Here’s a quick primer on common denim washes, so you can sound extra smart and savvy when you’re describing your favorite new pair to jealous friends.
An acid wash finish creates significant contrast in the color of denim fabric. In order to create the random, irregular, acid wash look (that was ever-so-popular in the 1980s), the dry denim cloth is first bleached then put in a rotating drum in close proximity with granulated pumice soaked with prepared hypochlorites (fancy chemical term for bleach). This process fades the cloth both chemically (the bleach) and mechanically (the rough pumice pieces scraping the fibers). After lots of tumbling, the granules are eventually removed and the cloth is washed and dried in order to neutralize any left over hypochlorites.
ESD Style Tip: The acid wash is not a wash to be taken lightly. It’s bold, and best worn as a short, in the summer. You don’t find many modern incarnations of acid washed jeans these days, but a vintage pair of cut-off shorts are funky and fun for the beach or with polished separates to give it a more modern look.
A sanded finish is achieved with a combination of pumice stones, enzymes and sand, natch. This process is used to create the illusion of aged denim. Although the purpose of this is typically just for aesthetics, this method also loosens the fibers in the denim, making it fit more comfortably and giving it more ease of movement. You can also sand denim by hand in places for a specifically tailored look.
ESD Style Tip: Jeans with a sanded finish are best for the weekend. They’re going to be softer and slouchier than most pairs, and look best in a boyfriend cut, paired with wedge booties and a more dressed-up top.
Stone washing is a process that gives denim a worn-in, more relaxed look, and gives the fabric added softness and flexibility. The process physically removes color and adds contrast. The fabric is typically put into a 250-pound washing machine along with pumice stones (yep, the same kind you scrub your fee with). The fabric and stones are rotated together for a set period of time. The washing time dictates the final color of the fabric- the longer the denim and stones are rotated, the lighter the color becomes and the more contrast is achieved. The denim is then rinsed, softened and tumble dried.

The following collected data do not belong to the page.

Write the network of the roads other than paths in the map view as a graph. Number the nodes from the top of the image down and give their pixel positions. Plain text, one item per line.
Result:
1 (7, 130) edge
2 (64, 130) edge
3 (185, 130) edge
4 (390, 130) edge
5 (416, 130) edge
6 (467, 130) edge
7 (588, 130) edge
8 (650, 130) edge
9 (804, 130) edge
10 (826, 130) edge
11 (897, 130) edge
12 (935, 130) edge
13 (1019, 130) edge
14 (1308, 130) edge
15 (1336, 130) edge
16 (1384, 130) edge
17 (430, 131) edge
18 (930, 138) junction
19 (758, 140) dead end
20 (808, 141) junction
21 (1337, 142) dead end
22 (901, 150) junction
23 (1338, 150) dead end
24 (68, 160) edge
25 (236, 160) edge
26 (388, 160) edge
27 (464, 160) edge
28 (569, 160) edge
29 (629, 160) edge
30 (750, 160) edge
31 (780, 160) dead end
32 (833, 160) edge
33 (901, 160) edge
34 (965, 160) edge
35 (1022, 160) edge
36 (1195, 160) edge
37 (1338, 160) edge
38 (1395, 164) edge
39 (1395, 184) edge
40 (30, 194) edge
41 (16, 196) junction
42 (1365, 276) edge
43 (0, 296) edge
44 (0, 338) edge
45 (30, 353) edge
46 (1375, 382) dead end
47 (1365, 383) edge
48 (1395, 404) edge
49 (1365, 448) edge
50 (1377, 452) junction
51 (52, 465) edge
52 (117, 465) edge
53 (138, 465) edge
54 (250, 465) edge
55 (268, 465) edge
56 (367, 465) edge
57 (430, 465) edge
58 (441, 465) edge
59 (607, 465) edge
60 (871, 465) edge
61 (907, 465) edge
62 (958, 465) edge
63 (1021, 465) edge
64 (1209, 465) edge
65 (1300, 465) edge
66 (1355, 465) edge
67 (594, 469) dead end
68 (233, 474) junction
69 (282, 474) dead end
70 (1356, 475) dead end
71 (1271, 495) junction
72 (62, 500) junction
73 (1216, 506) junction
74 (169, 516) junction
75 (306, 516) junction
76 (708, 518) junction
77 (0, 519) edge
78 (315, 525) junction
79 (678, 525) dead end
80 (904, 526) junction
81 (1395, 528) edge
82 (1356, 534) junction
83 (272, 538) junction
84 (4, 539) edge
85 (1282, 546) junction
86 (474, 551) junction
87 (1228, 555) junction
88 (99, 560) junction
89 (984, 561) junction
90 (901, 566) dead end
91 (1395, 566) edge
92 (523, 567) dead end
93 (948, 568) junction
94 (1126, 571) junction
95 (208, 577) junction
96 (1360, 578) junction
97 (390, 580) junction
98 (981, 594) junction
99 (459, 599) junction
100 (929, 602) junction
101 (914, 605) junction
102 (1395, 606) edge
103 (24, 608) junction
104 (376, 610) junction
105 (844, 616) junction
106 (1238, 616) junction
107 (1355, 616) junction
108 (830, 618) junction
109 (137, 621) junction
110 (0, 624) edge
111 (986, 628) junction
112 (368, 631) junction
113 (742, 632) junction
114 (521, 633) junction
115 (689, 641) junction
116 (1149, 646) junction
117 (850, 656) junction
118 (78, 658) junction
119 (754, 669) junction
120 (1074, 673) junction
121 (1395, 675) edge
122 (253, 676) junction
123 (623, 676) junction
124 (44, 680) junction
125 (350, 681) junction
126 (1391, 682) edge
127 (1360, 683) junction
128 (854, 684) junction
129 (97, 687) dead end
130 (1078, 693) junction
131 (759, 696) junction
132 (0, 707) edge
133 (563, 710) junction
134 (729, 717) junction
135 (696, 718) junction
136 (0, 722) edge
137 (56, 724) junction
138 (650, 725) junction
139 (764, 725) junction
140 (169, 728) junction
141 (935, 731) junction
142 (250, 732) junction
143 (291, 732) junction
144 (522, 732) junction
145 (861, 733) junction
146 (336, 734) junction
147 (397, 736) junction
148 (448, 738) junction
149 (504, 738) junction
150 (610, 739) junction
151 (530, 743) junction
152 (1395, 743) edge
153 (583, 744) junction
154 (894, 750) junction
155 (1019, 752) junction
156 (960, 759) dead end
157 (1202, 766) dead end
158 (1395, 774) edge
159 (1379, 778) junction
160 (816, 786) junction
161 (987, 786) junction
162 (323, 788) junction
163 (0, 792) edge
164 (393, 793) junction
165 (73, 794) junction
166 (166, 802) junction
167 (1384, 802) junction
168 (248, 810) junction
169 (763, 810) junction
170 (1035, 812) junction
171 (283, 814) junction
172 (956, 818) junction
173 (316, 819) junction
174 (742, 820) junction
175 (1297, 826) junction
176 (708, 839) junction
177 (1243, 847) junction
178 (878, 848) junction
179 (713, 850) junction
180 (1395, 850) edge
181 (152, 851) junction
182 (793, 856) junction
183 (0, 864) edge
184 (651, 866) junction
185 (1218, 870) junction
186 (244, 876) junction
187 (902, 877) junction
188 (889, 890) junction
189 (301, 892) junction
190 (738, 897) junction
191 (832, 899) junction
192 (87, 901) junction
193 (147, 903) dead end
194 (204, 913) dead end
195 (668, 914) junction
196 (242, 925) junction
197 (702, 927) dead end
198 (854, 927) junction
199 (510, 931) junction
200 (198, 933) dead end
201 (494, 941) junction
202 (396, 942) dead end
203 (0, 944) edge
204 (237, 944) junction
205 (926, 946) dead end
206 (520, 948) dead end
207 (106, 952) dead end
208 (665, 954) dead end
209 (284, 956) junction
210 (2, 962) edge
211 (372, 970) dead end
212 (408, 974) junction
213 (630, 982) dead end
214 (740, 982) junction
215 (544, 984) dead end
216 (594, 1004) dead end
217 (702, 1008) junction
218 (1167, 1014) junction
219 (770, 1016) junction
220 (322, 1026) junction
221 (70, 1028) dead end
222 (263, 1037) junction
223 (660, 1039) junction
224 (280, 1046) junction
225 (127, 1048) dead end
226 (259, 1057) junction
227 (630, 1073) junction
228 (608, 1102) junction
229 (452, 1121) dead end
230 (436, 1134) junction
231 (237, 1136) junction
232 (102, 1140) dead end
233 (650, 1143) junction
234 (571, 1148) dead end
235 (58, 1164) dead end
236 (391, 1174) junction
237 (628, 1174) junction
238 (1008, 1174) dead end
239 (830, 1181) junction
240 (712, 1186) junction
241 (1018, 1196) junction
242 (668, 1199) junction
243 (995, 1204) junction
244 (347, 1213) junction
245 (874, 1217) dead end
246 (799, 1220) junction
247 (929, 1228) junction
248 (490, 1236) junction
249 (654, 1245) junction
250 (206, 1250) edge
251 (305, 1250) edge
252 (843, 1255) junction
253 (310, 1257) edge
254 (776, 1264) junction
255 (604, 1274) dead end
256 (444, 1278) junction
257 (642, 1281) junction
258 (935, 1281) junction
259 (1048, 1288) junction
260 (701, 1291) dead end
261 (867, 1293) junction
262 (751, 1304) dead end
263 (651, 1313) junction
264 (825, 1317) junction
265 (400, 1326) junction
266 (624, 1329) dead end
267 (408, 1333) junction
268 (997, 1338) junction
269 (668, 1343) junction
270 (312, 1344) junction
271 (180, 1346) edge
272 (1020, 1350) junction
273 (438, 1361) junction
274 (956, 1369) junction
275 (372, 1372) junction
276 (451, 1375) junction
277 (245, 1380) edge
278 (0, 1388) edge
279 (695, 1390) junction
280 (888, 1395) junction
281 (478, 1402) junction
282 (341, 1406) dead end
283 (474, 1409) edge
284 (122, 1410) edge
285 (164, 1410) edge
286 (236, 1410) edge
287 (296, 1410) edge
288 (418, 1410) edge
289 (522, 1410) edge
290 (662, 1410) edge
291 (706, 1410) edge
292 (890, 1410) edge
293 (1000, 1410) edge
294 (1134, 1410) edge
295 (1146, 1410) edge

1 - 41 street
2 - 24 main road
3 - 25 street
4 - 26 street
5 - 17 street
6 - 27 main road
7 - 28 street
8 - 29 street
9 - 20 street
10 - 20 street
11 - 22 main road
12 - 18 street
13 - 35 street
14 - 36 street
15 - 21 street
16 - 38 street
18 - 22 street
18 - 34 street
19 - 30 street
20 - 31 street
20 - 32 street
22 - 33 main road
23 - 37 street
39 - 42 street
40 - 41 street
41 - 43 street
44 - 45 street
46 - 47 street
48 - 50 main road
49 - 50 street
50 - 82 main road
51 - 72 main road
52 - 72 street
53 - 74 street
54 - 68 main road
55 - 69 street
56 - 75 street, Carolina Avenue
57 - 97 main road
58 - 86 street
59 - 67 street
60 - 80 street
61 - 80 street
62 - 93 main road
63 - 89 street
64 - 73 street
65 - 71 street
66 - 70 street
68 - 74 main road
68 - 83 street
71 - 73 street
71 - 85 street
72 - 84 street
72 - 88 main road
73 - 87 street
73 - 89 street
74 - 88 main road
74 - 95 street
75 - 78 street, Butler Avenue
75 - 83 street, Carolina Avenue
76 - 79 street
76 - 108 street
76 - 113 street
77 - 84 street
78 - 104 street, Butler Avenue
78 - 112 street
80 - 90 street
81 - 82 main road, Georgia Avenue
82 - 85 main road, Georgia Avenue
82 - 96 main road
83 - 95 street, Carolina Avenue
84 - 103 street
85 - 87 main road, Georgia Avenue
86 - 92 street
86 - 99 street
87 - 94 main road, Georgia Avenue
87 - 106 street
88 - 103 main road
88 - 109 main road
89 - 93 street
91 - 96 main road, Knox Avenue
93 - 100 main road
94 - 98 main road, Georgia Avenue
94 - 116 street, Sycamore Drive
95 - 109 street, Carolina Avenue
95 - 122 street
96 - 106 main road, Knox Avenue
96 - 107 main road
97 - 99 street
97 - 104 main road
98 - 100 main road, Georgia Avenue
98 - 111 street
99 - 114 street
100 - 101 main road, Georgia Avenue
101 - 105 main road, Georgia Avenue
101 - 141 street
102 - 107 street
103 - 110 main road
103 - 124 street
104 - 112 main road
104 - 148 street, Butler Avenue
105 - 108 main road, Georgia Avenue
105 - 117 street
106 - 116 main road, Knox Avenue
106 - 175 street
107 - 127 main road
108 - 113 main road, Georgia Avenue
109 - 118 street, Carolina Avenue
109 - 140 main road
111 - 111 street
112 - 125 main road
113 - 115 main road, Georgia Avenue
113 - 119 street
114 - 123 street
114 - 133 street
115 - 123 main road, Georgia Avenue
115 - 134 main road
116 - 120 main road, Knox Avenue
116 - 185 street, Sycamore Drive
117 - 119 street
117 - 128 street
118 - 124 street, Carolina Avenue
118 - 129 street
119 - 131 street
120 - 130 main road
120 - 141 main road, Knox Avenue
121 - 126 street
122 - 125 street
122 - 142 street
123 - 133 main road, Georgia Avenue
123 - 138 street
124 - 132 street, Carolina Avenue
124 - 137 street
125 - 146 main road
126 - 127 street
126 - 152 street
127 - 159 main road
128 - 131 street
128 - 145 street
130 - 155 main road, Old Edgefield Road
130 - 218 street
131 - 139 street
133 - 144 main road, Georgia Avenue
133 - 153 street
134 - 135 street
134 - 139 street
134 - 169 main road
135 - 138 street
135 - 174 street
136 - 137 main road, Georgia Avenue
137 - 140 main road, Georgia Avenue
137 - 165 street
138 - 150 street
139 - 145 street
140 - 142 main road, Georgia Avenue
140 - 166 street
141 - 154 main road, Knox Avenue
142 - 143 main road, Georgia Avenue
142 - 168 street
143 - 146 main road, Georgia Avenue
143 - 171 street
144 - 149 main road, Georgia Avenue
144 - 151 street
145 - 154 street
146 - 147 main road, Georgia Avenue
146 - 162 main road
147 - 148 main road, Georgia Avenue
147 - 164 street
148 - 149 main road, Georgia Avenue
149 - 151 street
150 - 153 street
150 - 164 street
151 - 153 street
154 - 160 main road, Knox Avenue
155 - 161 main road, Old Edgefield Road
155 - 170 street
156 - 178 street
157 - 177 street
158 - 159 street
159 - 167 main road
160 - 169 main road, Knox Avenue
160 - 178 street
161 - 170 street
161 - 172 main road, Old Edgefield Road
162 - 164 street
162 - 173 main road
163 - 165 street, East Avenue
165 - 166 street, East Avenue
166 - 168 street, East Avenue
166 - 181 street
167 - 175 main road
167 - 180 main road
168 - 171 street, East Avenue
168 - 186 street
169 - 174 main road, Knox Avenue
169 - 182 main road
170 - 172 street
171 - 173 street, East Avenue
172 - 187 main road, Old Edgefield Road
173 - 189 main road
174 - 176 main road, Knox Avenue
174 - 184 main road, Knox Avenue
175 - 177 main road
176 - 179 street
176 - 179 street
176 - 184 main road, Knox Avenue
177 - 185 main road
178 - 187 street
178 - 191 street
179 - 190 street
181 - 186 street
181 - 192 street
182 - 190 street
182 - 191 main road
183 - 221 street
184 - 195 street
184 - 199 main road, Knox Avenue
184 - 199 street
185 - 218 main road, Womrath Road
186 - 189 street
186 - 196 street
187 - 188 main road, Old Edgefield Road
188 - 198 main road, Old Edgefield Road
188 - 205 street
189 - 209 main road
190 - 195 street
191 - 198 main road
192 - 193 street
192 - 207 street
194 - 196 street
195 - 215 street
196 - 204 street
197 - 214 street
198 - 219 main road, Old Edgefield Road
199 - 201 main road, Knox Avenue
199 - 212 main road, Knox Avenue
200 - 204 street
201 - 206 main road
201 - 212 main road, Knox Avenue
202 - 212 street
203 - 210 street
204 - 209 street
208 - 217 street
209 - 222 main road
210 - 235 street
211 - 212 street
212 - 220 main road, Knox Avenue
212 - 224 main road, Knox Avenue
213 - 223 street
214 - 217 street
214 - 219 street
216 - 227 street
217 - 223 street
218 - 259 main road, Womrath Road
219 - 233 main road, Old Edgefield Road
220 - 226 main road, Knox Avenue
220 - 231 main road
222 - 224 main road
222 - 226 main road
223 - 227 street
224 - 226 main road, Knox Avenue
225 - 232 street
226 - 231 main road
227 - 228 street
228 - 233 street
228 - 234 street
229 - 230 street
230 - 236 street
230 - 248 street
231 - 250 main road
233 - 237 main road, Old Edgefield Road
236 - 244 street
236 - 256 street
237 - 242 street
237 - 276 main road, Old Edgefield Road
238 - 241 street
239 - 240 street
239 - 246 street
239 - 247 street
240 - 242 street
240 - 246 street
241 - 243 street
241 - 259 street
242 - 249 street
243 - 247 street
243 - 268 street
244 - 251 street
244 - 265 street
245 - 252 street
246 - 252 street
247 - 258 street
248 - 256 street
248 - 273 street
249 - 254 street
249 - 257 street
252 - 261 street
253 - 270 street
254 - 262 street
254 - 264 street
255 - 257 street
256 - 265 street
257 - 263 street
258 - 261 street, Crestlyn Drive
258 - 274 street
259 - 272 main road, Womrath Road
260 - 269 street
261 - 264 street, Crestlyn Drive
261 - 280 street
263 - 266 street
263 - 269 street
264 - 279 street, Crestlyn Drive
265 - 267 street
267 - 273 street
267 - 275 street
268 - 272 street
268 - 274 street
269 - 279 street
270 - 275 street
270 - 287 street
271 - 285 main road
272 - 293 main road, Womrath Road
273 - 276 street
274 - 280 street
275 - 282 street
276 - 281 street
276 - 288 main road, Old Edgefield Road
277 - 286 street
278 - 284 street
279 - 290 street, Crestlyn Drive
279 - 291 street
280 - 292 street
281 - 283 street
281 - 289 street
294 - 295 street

ESD Style Tip: A stone washed denim can actually manifest in a pretty big spectrum of blues. The lighter washes are ones I typically reserve for weekend wear, while the darker ones are our pairs-for-all-occasions since they can easily be dressed up or down.
Rinsed denim is about as dark as it gets, and it refers to a wash process that’s just a quick rinse with water and potentially some softener, in an industrial machine. Without hypochlorites or pumice stones in the wash, the fabric retains much, much more of its (natural or synthetic) indigo dye.
ESD Style Tip: A nice, dark denim in a trouser or skinny fit is perfect for dressing up at the office or a night out. Just be warned with rinsed denim: Almost all manufacturers attach a hang tag to inform you that the jeans should be washed separately and inside out, as the dyes in the denim still remain and will start to release when you wash them at home.